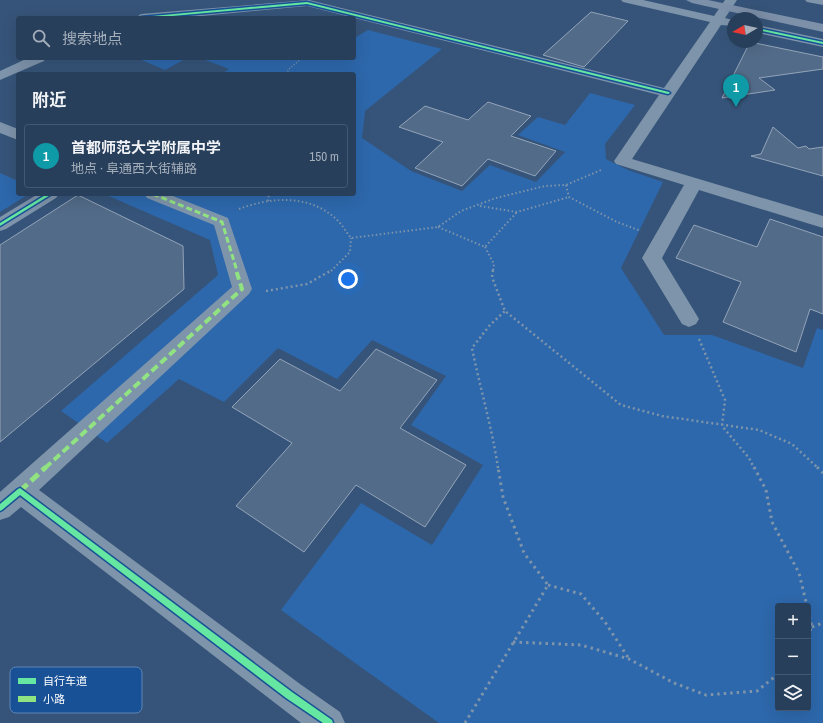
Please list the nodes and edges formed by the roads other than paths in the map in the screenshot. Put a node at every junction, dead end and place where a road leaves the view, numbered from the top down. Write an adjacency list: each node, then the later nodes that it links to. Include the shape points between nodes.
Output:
1 (627, 0): 9 (street)
2 (692, 0): 5 (main road)
3 (811, 0): 4 (street)
4 (823, 2)
5 (729, 4): 9 (street); 11 (main road)
6 (800, 8): 7 (main road)
7 (823, 13)
8 (162, 16): 16 (street, via 307,2)
9 (717, 21): 10 (street); 16 (street)
10 (727, 23)
11 (823, 28)
12 (763, 30): 13 (street)
13 (823, 44)
14 (35, 60): 15 (street)
15 (0, 76)
16 (668, 93): 19 (street, via 622,161)
17 (0, 127): 18 (street)
18 (16, 134)
19 (694, 183): 22 (street); 24 (street, via 652,258)
20 (47, 196): 23 (street)
21 (158, 196): 25 (street, via 222,222 242,289)
22 (823, 222)
23 (0, 225)
24 (689, 319)
25 (10, 500): 26 (street)
26 (329, 723)

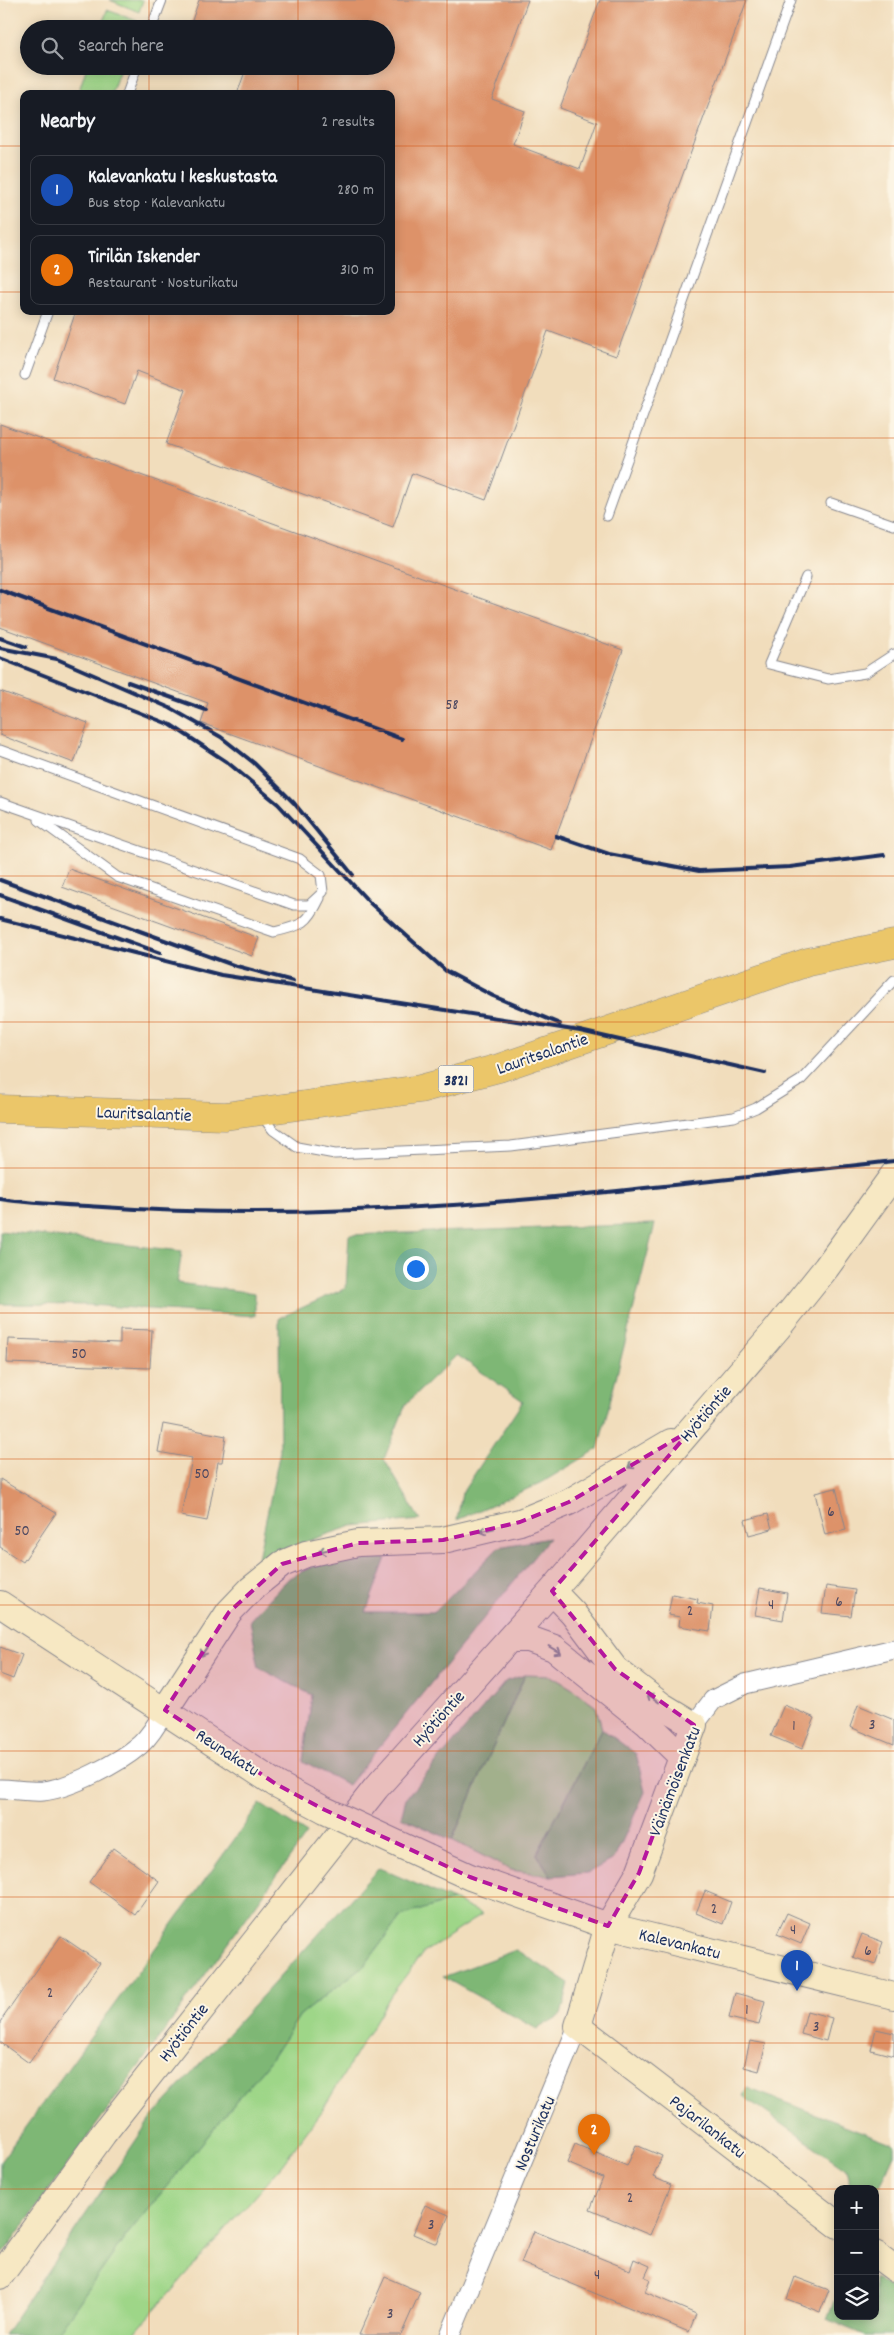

• **EXERCISE DETAILS**:
Could you write out every record exactly, leaving the pictures out?

• **TASK RESULT**:
Please list the nodes and edges formed by the roads other than paths in the map in the screenshot. Put a node at every junction, dead end and place where a road leaves the view, numbered from the top down. Write an adjacency list: each node, then the later nodes that it links to. Include the shape points between nodes.
Output:
1 (627, 0): 9 (street)
2 (692, 0): 5 (main road)
3 (811, 0): 4 (street)
4 (823, 2)
5 (729, 4): 9 (street); 11 (main road)
6 (800, 8): 7 (main road)
7 (823, 13)
8 (162, 16): 16 (street, via 307,2)
9 (717, 21): 10 (street); 16 (street)
10 (727, 23)
11 (823, 28)
12 (763, 30): 13 (street)
13 (823, 44)
14 (35, 60): 15 (street)
15 (0, 76)
16 (668, 93): 19 (street, via 622,161)
17 (0, 127): 18 (street)
18 (16, 134)
19 (694, 183): 22 (street); 24 (street, via 652,258)
20 (47, 196): 23 (street)
21 (158, 196): 25 (street, via 222,222 242,289)
22 (823, 222)
23 (0, 225)
24 (689, 319)
25 (10, 500): 26 (street)
26 (329, 723)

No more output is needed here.